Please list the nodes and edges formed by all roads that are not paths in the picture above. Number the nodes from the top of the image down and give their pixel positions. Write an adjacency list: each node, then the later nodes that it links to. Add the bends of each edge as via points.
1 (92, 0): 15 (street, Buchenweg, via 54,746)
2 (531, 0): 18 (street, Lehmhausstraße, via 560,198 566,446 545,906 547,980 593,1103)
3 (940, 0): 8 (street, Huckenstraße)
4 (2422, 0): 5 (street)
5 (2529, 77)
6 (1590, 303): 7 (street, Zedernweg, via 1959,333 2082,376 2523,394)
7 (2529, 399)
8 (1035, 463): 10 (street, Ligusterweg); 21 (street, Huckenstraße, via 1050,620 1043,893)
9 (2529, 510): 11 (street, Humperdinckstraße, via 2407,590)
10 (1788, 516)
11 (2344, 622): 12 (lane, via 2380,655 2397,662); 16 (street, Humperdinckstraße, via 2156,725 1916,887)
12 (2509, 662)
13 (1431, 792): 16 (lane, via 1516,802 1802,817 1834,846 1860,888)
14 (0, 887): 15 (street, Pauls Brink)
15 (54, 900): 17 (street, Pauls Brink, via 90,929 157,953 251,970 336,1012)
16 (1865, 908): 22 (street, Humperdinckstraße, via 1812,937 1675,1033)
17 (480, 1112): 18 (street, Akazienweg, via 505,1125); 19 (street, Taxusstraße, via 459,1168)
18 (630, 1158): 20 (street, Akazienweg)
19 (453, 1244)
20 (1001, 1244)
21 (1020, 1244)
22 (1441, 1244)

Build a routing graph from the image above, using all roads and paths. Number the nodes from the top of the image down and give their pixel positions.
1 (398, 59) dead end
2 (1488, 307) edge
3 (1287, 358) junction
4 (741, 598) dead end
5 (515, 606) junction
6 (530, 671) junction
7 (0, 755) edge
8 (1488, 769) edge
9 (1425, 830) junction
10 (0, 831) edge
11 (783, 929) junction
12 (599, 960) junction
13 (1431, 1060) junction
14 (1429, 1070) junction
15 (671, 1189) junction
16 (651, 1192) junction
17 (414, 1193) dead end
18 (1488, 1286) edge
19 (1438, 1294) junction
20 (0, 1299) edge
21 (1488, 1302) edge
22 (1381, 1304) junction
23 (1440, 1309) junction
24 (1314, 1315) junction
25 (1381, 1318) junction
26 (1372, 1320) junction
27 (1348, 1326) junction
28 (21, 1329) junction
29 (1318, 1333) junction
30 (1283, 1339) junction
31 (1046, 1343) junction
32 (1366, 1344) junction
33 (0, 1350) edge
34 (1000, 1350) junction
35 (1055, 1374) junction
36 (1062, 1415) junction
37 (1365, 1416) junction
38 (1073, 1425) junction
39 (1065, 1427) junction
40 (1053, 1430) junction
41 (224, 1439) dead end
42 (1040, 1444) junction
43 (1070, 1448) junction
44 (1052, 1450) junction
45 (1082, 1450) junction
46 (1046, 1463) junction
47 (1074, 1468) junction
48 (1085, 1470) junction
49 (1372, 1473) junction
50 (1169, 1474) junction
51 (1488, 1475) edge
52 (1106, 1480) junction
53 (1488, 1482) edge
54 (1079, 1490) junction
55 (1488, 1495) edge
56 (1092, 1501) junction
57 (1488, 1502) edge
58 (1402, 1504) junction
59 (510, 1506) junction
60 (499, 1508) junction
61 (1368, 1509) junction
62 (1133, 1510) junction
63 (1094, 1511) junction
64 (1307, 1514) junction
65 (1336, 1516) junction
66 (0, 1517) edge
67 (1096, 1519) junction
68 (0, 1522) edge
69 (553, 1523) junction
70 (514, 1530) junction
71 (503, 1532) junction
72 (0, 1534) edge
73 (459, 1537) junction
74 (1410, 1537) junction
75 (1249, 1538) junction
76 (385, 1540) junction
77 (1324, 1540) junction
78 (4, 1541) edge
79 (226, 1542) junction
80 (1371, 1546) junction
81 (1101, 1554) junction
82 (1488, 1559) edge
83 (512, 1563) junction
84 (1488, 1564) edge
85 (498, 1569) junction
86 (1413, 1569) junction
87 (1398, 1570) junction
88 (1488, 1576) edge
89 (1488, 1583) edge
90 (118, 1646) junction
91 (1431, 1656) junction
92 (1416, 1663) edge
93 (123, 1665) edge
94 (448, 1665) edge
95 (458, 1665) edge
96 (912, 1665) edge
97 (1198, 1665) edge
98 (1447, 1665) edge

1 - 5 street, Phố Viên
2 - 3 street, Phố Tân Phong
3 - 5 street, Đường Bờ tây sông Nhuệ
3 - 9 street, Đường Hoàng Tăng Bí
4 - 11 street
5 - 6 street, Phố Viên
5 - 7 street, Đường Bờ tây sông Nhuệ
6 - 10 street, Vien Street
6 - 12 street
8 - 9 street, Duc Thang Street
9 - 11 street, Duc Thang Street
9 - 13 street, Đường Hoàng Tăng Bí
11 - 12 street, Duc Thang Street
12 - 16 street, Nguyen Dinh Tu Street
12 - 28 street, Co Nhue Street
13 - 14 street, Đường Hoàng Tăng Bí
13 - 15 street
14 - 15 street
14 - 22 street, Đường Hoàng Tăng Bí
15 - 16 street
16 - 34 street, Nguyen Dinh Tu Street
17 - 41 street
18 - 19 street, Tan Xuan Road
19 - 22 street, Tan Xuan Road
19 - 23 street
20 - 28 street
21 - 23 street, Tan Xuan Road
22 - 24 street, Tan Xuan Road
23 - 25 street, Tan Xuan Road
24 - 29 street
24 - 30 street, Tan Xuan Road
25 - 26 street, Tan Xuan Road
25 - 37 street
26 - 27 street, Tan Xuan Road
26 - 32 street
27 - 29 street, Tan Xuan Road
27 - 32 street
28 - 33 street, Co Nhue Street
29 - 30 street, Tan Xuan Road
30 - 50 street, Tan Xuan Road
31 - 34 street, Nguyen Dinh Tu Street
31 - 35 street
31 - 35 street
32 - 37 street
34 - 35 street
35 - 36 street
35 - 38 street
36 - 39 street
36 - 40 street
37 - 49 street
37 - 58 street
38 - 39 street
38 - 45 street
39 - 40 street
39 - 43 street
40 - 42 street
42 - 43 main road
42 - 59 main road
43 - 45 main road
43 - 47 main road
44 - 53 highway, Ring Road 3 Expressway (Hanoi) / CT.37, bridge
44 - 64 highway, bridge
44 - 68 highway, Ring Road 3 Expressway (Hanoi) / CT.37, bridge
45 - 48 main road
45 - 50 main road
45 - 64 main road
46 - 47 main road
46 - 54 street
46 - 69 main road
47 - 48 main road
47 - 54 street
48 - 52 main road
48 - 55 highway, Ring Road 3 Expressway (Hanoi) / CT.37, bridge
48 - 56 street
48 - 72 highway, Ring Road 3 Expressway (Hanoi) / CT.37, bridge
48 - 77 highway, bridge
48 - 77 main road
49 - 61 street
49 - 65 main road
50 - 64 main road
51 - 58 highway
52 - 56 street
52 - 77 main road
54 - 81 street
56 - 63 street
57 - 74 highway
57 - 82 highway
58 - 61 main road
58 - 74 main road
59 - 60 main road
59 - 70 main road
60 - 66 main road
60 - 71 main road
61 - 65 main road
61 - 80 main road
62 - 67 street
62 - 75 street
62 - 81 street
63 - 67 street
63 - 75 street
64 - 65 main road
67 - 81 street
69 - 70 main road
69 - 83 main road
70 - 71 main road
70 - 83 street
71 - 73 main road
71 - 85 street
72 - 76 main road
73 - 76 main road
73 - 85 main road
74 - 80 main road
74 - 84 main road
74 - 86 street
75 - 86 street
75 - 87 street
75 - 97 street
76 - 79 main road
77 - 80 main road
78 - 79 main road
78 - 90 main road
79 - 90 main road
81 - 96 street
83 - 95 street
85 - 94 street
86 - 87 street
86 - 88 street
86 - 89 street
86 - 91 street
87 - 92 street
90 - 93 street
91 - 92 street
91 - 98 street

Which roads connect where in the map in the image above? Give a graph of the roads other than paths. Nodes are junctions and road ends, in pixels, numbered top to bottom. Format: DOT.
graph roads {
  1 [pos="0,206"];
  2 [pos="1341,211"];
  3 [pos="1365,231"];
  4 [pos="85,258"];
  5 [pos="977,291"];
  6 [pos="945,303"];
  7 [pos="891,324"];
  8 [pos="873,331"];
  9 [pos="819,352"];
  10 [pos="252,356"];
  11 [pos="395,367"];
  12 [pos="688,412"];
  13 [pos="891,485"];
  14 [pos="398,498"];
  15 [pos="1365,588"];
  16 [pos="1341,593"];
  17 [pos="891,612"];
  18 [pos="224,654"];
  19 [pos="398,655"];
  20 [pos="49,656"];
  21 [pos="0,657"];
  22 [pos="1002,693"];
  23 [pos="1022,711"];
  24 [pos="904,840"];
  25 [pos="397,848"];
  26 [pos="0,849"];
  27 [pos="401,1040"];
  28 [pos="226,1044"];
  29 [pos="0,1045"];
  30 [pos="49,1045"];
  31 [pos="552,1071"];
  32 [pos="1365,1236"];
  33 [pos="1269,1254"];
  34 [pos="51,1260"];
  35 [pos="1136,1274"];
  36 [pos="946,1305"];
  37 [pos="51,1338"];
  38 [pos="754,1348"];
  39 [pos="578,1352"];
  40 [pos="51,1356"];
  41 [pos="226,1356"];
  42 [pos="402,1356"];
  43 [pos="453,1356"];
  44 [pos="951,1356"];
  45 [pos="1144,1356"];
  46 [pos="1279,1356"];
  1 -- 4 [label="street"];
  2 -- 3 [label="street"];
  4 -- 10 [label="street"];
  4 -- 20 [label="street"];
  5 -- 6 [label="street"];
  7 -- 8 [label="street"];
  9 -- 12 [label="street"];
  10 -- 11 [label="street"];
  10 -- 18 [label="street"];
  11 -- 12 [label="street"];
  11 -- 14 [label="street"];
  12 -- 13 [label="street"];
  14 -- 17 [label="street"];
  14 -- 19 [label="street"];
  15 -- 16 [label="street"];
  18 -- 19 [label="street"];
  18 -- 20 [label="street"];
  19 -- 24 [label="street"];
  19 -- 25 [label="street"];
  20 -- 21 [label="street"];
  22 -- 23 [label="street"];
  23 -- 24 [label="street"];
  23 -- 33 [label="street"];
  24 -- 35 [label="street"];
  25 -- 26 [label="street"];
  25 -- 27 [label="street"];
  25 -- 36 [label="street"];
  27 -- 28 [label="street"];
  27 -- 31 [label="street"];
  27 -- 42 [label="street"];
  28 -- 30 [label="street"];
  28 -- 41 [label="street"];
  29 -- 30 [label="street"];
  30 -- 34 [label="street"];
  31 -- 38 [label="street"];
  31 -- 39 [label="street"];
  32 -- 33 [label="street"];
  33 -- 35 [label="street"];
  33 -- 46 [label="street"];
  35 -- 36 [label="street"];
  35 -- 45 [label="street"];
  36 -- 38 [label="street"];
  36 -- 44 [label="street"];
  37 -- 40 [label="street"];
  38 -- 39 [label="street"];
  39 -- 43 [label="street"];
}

▸ **Task brief**
Please go through the data above and copy each line that has the word "Hoàng".

▸ **Answer to the problem**
3 - 9 street, Đường Hoàng Tăng Bí
9 - 13 street, Đường Hoàng Tăng Bí
13 - 14 street, Đường Hoàng Tăng Bí
14 - 22 street, Đường Hoàng Tăng Bí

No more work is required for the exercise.